■ **Work required**: Omit the pictures, then reproduce every remaining record exactly.
######
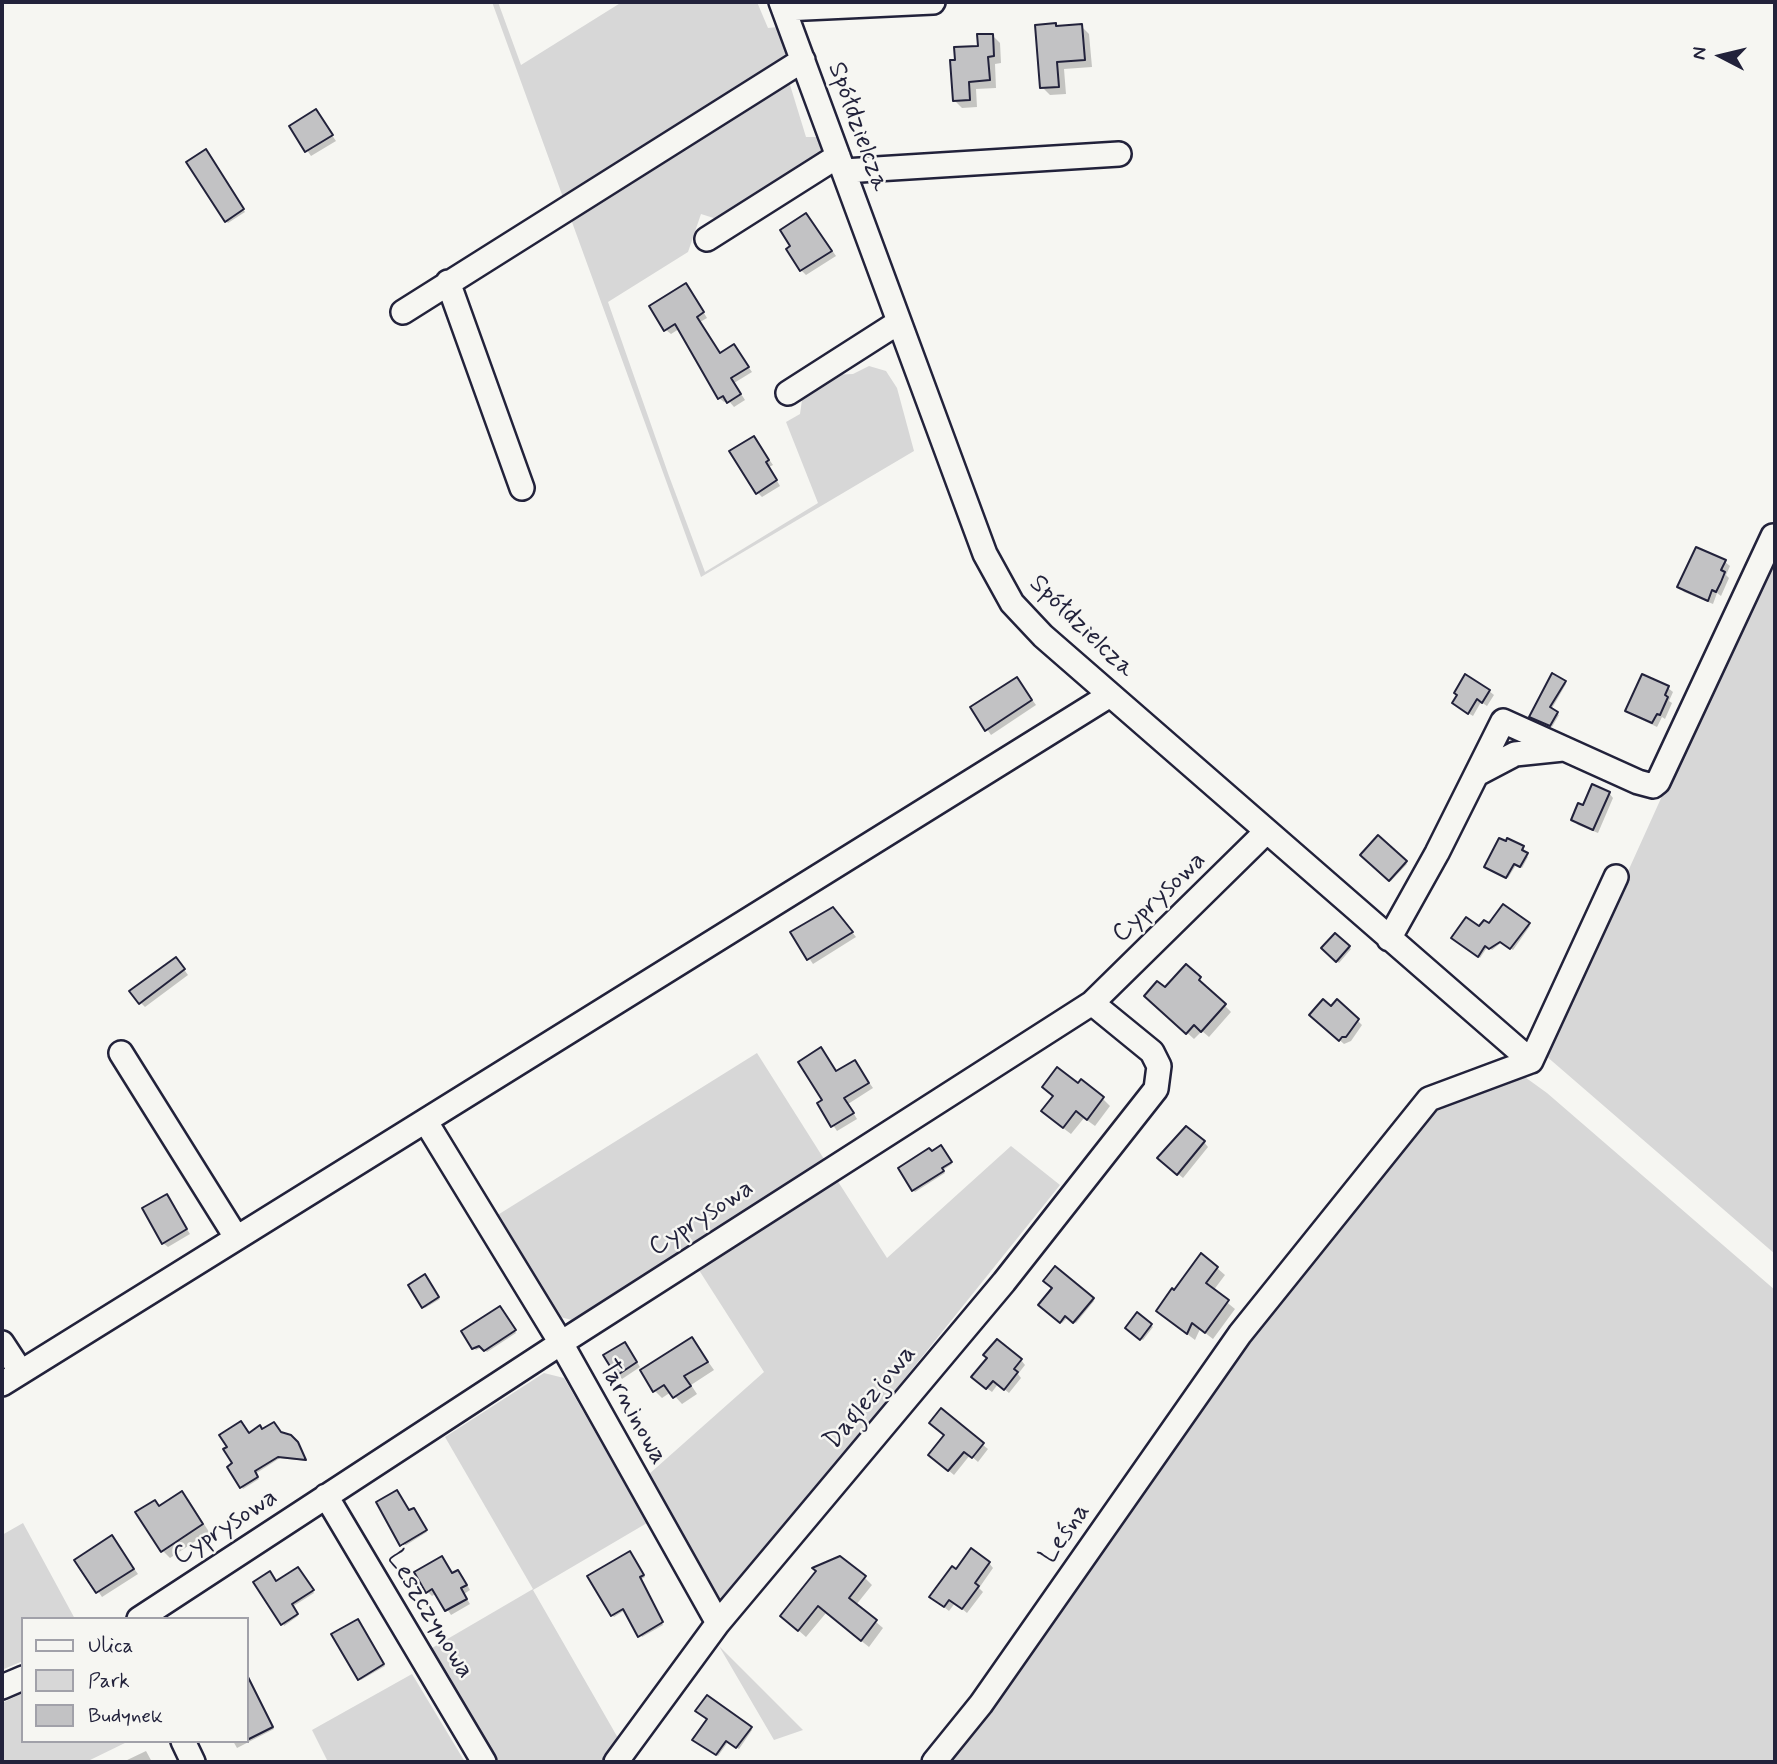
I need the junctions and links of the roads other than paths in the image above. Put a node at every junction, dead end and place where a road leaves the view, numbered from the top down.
1 (933, 2) edge
2 (783, 6) edge
3 (803, 61) junction
4 (1119, 154) dead end
5 (841, 164) junction
6 (707, 239) dead end
7 (448, 282) junction
8 (403, 312) dead end
9 (899, 322) junction
10 (788, 393) dead end
11 (522, 488) dead end
12 (1773, 536) dead end
13 (1111, 695) junction
14 (1567, 749) junction
15 (1477, 774) junction
16 (1266, 832) junction
17 (1616, 877) dead end
18 (1389, 939) junction
19 (1092, 1003) junction
20 (121, 1052) dead end
21 (1531, 1061) junction
22 (426, 1122) junction
23 (236, 1237) junction
24 (2, 1343) edge
25 (561, 1343) junction
26 (11, 1378) edge
27 (326, 1496) junction
28 (142, 1617) edge
29 (718, 1623) junction
30 (21, 1679) edge
31 (2, 1687) edge
32 (184, 1743) edge
33 (193, 1762) edge
34 (484, 1762) edge
35 (616, 1762) edge
36 (934, 1762) edge

1 - 2 street
2 - 3 street, Spółdzielcza
3 - 5 street, Spółdzielcza
3 - 7 street
4 - 5 street
5 - 6 street
5 - 9 street, Spółdzielcza
7 - 8 street
7 - 11 street
9 - 10 street
9 - 13 street, Spółdzielcza
12 - 14 street
13 - 16 street, Spółdzielcza
13 - 22 street
14 - 15 street
14 - 15 street
15 - 18 street
16 - 18 street, Spółdzielcza
16 - 19 street, Cyprysowa
17 - 21 street
18 - 21 street, Spółdzielcza
19 - 25 street, Cyprysowa
19 - 29 street, Daglezjowa
20 - 23 street
21 - 36 street, Leśna
22 - 23 street
22 - 25 street, Tarninowa
23 - 26 street
24 - 26 street
25 - 27 street, Cyprysowa
25 - 29 street, Tarninowa
27 - 28 street, Cyprysowa
27 - 34 street, Leszczynowa
29 - 35 street, Daglezjowa
30 - 31 street
32 - 33 street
######
■ **Task output**:
I need the junctions and links of the roads other than paths in the image above. Put a node at every junction, dead end and place where a road leaves the view, numbered from the top down.
1 (933, 2) edge
2 (783, 6) edge
3 (803, 61) junction
4 (1119, 154) dead end
5 (841, 164) junction
6 (707, 239) dead end
7 (448, 282) junction
8 (403, 312) dead end
9 (899, 322) junction
10 (788, 393) dead end
11 (522, 488) dead end
12 (1773, 536) dead end
13 (1111, 695) junction
14 (1567, 749) junction
15 (1477, 774) junction
16 (1266, 832) junction
17 (1616, 877) dead end
18 (1389, 939) junction
19 (1092, 1003) junction
20 (121, 1052) dead end
21 (1531, 1061) junction
22 (426, 1122) junction
23 (236, 1237) junction
24 (2, 1343) edge
25 (561, 1343) junction
26 (11, 1378) edge
27 (326, 1496) junction
28 (142, 1617) edge
29 (718, 1623) junction
30 (21, 1679) edge
31 (2, 1687) edge
32 (184, 1743) edge
33 (193, 1762) edge
34 (484, 1762) edge
35 (616, 1762) edge
36 (934, 1762) edge

1 - 2 street
2 - 3 street, Spółdzielcza
3 - 5 street, Spółdzielcza
3 - 7 street
4 - 5 street
5 - 6 street
5 - 9 street, Spółdzielcza
7 - 8 street
7 - 11 street
9 - 10 street
9 - 13 street, Spółdzielcza
12 - 14 street
13 - 16 street, Spółdzielcza
13 - 22 street
14 - 15 street
14 - 15 street
15 - 18 street
16 - 18 street, Spółdzielcza
16 - 19 street, Cyprysowa
17 - 21 street
18 - 21 street, Spółdzielcza
19 - 25 street, Cyprysowa
19 - 29 street, Daglezjowa
20 - 23 street
21 - 36 street, Leśna
22 - 23 street
22 - 25 street, Tarninowa
23 - 26 street
24 - 26 street
25 - 27 street, Cyprysowa
25 - 29 street, Tarninowa
27 - 28 street, Cyprysowa
27 - 34 street, Leszczynowa
29 - 35 street, Daglezjowa
30 - 31 street
32 - 33 street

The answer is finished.